### What you should do
Give the number of lines in these entries that contain the string "Bhagat", with no further comment.

### Data to examine
_____
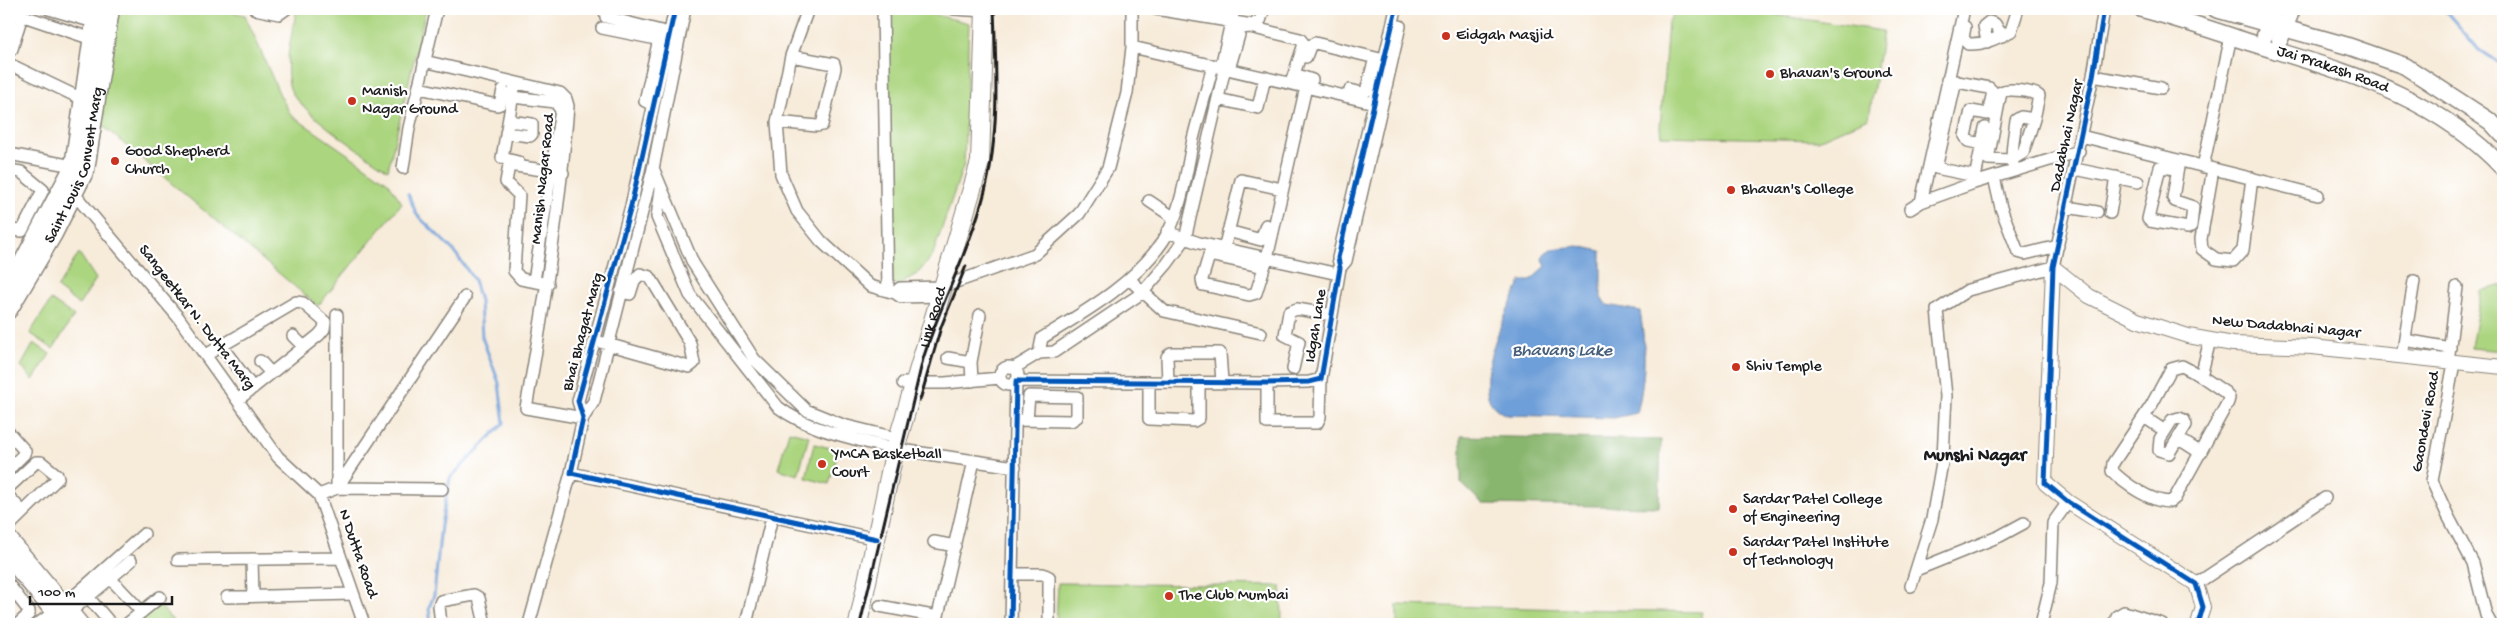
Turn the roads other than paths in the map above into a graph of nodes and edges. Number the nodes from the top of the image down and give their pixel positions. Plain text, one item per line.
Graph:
1 (49, 9) edge
2 (111, 9) edge
3 (255, 9) edge
4 (286, 9) edge
5 (437, 9) edge
6 (605, 9) edge
7 (674, 9) edge
8 (685, 9) edge
9 (808, 9) edge
10 (883, 9) edge
11 (954, 9) edge
12 (1132, 9) edge
13 (1156, 9) edge
14 (1234, 9) edge
15 (1264, 9) edge
16 (1396, 9) edge
17 (1404, 9) edge
18 (1964, 9) edge
19 (1970, 9) edge
20 (2018, 9) edge
21 (2104, 9) edge
22 (2142, 9) edge
23 (2216, 9) edge
24 (2292, 9) edge
25 (979, 10) edge
26 (1172, 10) edge
27 (9, 11) edge
28 (1211, 13) edge
29 (22, 15) junction
30 (95, 15) edge
31 (2276, 20) edge
32 (1230, 21) junction
33 (602, 28) dead end
34 (2002, 36) junction
35 (2231, 36) junction
36 (665, 38) junction
37 (92, 39) junction
38 (1987, 42) junction
39 (2261, 45) junction
40 (1132, 47) junction
41 (884, 48) junction
42 (12, 49) dead end
43 (872, 49) dead end
44 (2278, 49) junction
45 (1385, 55) junction
46 (791, 56) junction
47 (424, 62) junction
48 (9, 64) edge
49 (1222, 67) junction
50 (2093, 76) junction
51 (1265, 77) junction
52 (1952, 80) junction
53 (1302, 82) junction
54 (515, 83) junction
55 (1373, 86) junction
56 (419, 88) junction
57 (2161, 88) dead end
58 (1350, 90) dead end
59 (508, 93) junction
60 (82, 99) junction
61 (1378, 103) junction
62 (1203, 104) junction
63 (1217, 104) junction
64 (1988, 114) junction
65 (509, 120) junction
66 (2034, 120) junction
67 (776, 122) junction
68 (506, 133) junction
69 (2503, 135) edge
70 (1194, 136) junction
71 (2081, 136) junction
72 (1210, 140) junction
73 (1982, 144) junction
74 (644, 146) junction
75 (2079, 151) junction
76 (9, 154) edge
77 (2012, 165) junction
78 (2178, 165) junction
79 (73, 166) junction
80 (1932, 167) junction
81 (404, 168) dead end
82 (2208, 168) junction
83 (2503, 168) edge
84 (653, 169) junction
85 (2075, 169) junction
86 (9, 170) edge
87 (557, 170) junction
88 (1994, 177) junction
89 (2116, 177) junction
90 (2252, 178) junction
91 (1975, 180) junction
92 (2138, 182) dead end
93 (661, 187) junction
94 (1278, 188) junction
95 (70, 189) junction
96 (2318, 195) dead end
97 (1149, 201) dead end
98 (1921, 202) junction
99 (2066, 207) junction
100 (1910, 209) dead end
101 (2096, 212) dead end
102 (629, 213) junction
103 (2110, 213) dead end
104 (641, 216) junction
105 (1173, 218) junction
106 (9, 230) edge
107 (22, 230) junction
108 (1228, 231) junction
109 (1167, 232) junction
110 (1185, 239) junction
111 (34, 242) junction
112 (2058, 246) junction
113 (1224, 249) junction
114 (1210, 250) junction
115 (1265, 262) junction
116 (2053, 267) junction
117 (1339, 271) junction
118 (11, 277) edge
119 (1129, 279) junction
120 (534, 281) junction
121 (2414, 282) dead end
122 (548, 284) junction
123 (2457, 287) dead end
124 (936, 291) junction
125 (621, 292) junction
126 (892, 292) junction
127 (1142, 293) junction
128 (465, 296) dead end
129 (9, 310) edge
130 (337, 315) dead end
131 (980, 315) dead end
132 (1332, 315) junction
133 (1261, 333) dead end
134 (293, 336) dead end
135 (594, 340) junction
136 (2210, 340) junction
137 (2405, 340) junction
138 (607, 344) junction
139 (222, 347) junction
140 (304, 347) junction
141 (1039, 353) junction
142 (206, 355) junction
143 (2402, 357) junction
144 (948, 358) dead end
145 (2451, 358) junction
146 (260, 361) dead end
147 (971, 362) junction
148 (2503, 367) edge
149 (1014, 368) junction
150 (1293, 369) dead end
151 (271, 373) junction
152 (2201, 376) junction
153 (1000, 378) junction
154 (1321, 379) junction
155 (972, 381) junction
156 (1016, 381) junction
157 (1222, 382) junction
158 (908, 383) junction
159 (1268, 383) junction
160 (1149, 385) junction
161 (1167, 385) junction
162 (1199, 386) junction
163 (253, 388) junction
164 (1183, 389) dead end
165 (239, 399) junction
166 (2144, 417) junction
167 (583, 418) junction
168 (1021, 420) junction
169 (2165, 431) junction
170 (9, 434) edge
171 (2180, 439) junction
172 (889, 444) junction
173 (2201, 453) junction
174 (974, 461) junction
175 (1015, 467) junction
176 (9, 469) edge
177 (571, 473) junction
178 (9, 487) edge
179 (337, 488) junction
180 (442, 489) dead end
181 (319, 496) junction
182 (9, 497) edge
183 (2325, 498) dead end
184 (2068, 502) junction
185 (24, 512) junction
186 (772, 517) junction
187 (2024, 524) dead end
188 (9, 526) edge
189 (144, 534) dead end
190 (9, 539) edge
191 (872, 539) junction
192 (934, 542) dead end
193 (955, 546) junction
194 (340, 558) junction
195 (252, 559) junction
196 (178, 560) dead end
197 (131, 561) dead end
198 (10, 562) edge
199 (1916, 570) junction
200 (107, 574) junction
201 (1012, 574) junction
202 (2196, 584) junction
203 (9, 585) edge
204 (1911, 586) dead end
205 (353, 594) junction
206 (253, 596) junction
207 (88, 597) junction
208 (160, 597) dead end
209 (227, 597) dead end
210 (880, 606) dead end
211 (142, 612) junction
212 (66, 615) edge
213 (937, 621) edge
214 (18, 624) edge
215 (38, 624) edge
216 (111, 624) edge
217 (127, 624) edge
218 (364, 624) edge
219 (441, 624) edge
220 (485, 624) edge
221 (529, 624) edge
222 (746, 624) edge
223 (848, 624) edge
224 (858, 624) edge
225 (1011, 624) edge
226 (1049, 624) edge
227 (2041, 624) edge
228 (2114, 624) edge
229 (2162, 624) edge
230 (2198, 624) edge
231 (2491, 624) edge

1 - 30 street
2 - 95 main road, Saint Louis Convent Marg
3 - 4 street
5 - 47 street
6 - 36 street
7 - 36 street, Bhai Bhagat Marg
8 - 84 street
9 - 46 street
10 - 41 street
11 - 25 street
12 - 40 street
13 - 26 street
14 - 32 street
15 - 32 street
16 - 45 street, Idgah Lane
17 - 45 street, Idgah Lane
18 - 52 street
19 - 38 street
20 - 34 street
21 - 50 street, Dadabhai Nagar
22 - 35 main road, Jai Prakash Road
23 - 31 main road, Jai Prakash Road
24 - 31 main road
25 - 124 main road, Link Road
26 - 28 street
27 - 29 street
28 - 32 street
29 - 37 street
29 - 42 street
30 - 37 main road, Saint Louis Convent Marg
31 - 39 main road
31 - 44 main road
31 - 69 main road, Jai Prakash Road
32 - 49 street
33 - 36 street
34 - 38 street
34 - 38 street
35 - 39 main road, Jai Prakash Road
35 - 82 street
36 - 74 street, Bhai Bhagat Marg
37 - 60 main road, Saint Louis Convent Marg
39 - 44 main road, Jai Prakash Road
40 - 49 street
40 - 124 street
41 - 43 street
41 - 126 street
44 - 83 main road, Jai Prakash Road
45 - 53 street
45 - 55 street, Idgah Lane
45 - 61 street, Idgah Lane
46 - 67 street
46 - 67 street
47 - 54 street, Manish Nagar Road
47 - 56 street
48 - 60 street
49 - 51 street
49 - 53 street
49 - 62 street
49 - 63 street
50 - 57 street
50 - 71 street, Dadabhai Nagar
51 - 53 street
51 - 63 street
52 - 64 street
52 - 80 street
53 - 61 street
53 - 94 street
54 - 59 street
54 - 87 street, Manish Nagar Road
55 - 58 street
55 - 61 street, Idgah Lane
56 - 59 street
56 - 81 street
59 - 65 street
59 - 87 street
60 - 79 main road, Saint Louis Convent Marg
61 - 117 street, Idgah Lane
62 - 63 street
62 - 70 street
63 - 72 street
64 - 73 street
64 - 73 street
65 - 68 street
65 - 68 street
66 - 77 street
66 - 77 street
66 - 77 street
67 - 126 street
68 - 87 street
70 - 72 street
70 - 105 street
71 - 75 street, Dadabhai Nagar
71 - 78 street
72 - 110 street
73 - 91 street
74 - 84 street
74 - 102 street, Bhai Bhagat Marg
75 - 77 street
75 - 85 street, Dadabhai Nagar
76 - 79 street
77 - 88 street
78 - 78 street
78 - 82 street
79 - 95 main road, Saint Louis Convent Marg
80 - 91 street
80 - 98 street
82 - 90 street
82 - 90 street
84 - 93 street
84 - 104 street
85 - 89 street
85 - 99 street, Dadabhai Nagar
86 - 107 street
87 - 120 street
87 - 120 street
87 - 122 street, Manish Nagar Road
88 - 91 street
88 - 112 street
89 - 92 street
89 - 103 street
90 - 96 street
91 - 98 street
93 - 172 street
93 - 172 street
94 - 108 street
94 - 108 street
94 - 115 street
95 - 111 main road, Saint Louis Convent Marg
95 - 129 main road, Saint Louis Convent Marg
95 - 142 street, Sangeetkar N. Dutta Marg
97 - 105 street
98 - 100 street
99 - 101 street
99 - 112 street, Dadabhai Nagar
102 - 104 street
102 - 135 street, Bhai Bhagat Marg
104 - 125 street
105 - 109 street
106 - 107 street
107 - 111 street
108 - 113 street
109 - 110 street
109 - 119 street
110 - 114 street
110 - 127 street
111 - 118 main road, Saint Louis Convent Marg
112 - 116 street, Dadabhai Nagar
113 - 114 street
113 - 115 street
114 - 115 street
114 - 115 street
115 - 117 street
116 - 136 street, New Dadabhai Nagar
116 - 184 street
116 - 199 street
117 - 132 street, Idgah Lane
119 - 127 street
119 - 141 street
120 - 122 street
121 - 137 street
122 - 167 street, Manish Nagar Road
123 - 145 street, Gaondevi Road
124 - 126 street
124 - 158 main road, Link Road
125 - 138 street
125 - 138 street
127 - 133 street
127 - 141 street
128 - 179 street
130 - 179 street
131 - 147 street
132 - 150 street
132 - 154 street, Idgah Lane
134 - 140 street
135 - 138 street
135 - 167 street, Bhai Bhagat Marg
136 - 143 street, New Dadabhai Nagar
136 - 152 street
137 - 143 street
137 - 145 street
138 - 167 street
139 - 140 street
139 - 142 street
139 - 163 street
140 - 151 street
141 - 149 street
142 - 165 street, Sangeetkar N. Dutta Marg
143 - 145 street, New Dadabhai Nagar
144 - 147 street
145 - 148 street, New Dadabhai Nagar
145 - 231 street, Gaondevi Road
146 - 151 street
147 - 155 street
149 - 153 street
149 - 156 street
151 - 163 street
152 - 166 street
152 - 173 street
153 - 155 street
153 - 156 street
154 - 159 street, Idgah Lane
154 - 159 street
155 - 158 street
156 - 160 street, Idgah Lane
156 - 168 street
157 - 159 street, Idgah Lane
157 - 161 street
157 - 162 street, Idgah Lane
158 - 172 main road, Link Road
160 - 161 street, Idgah Lane
160 - 162 street
161 - 162 street, Idgah Lane
162 - 164 street
163 - 165 street
165 - 181 street, Sangeetkar N. Dutta Marg
166 - 169 street
166 - 173 street
167 - 177 street, Bhai Bhagat Marg
168 - 168 street
168 - 175 street
169 - 171 street
169 - 171 street
170 - 176 street
171 - 173 street
172 - 174 street
172 - 191 main road, Link Road
174 - 175 street
174 - 193 street
175 - 201 street
177 - 186 street
177 - 221 street, Bhai Bhagat Marg
178 - 185 street
179 - 180 street
179 - 181 street
181 - 194 street, N Dutta Road
182 - 185 street
183 - 202 street
184 - 202 street
184 - 227 street
185 - 188 street
186 - 191 street
186 - 222 street
187 - 199 street
189 - 200 street
190 - 212 main road
191 - 223 main road
191 - 224 main road
192 - 193 street
193 - 213 street
194 - 195 street
194 - 205 street, N Dutta Road
195 - 196 street
195 - 206 street
197 - 200 street
198 - 212 main road
199 - 204 street
200 - 207 street
200 - 211 street
200 - 212 street
201 - 225 street
201 - 226 street
202 - 230 street
203 - 214 street
205 - 206 street
205 - 218 street, N Dutta Road
206 - 209 street
207 - 212 street
207 - 216 street
208 - 211 street
210 - 213 street
211 - 217 street
212 - 215 street
219 - 220 street
228 - 229 street

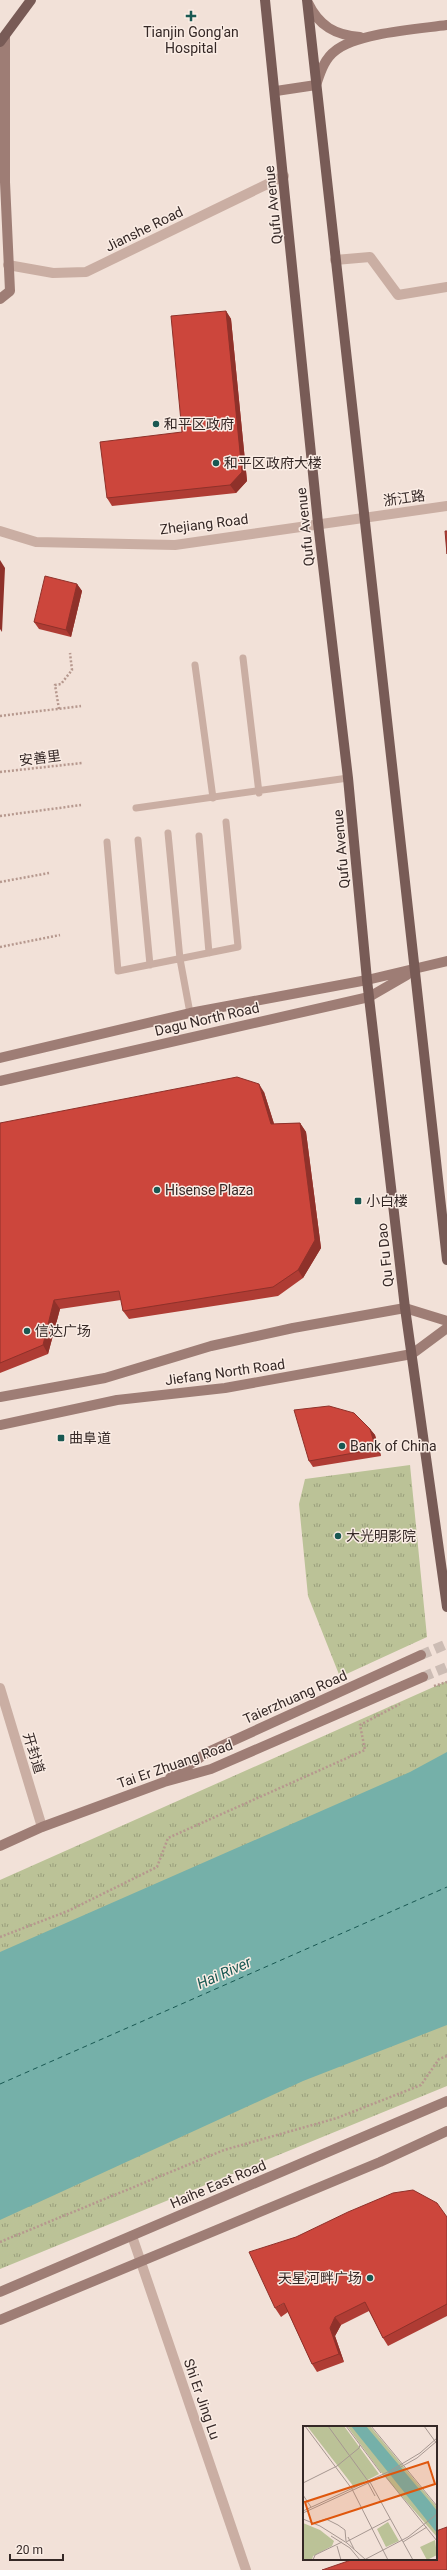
_____
### Answer to this problem
7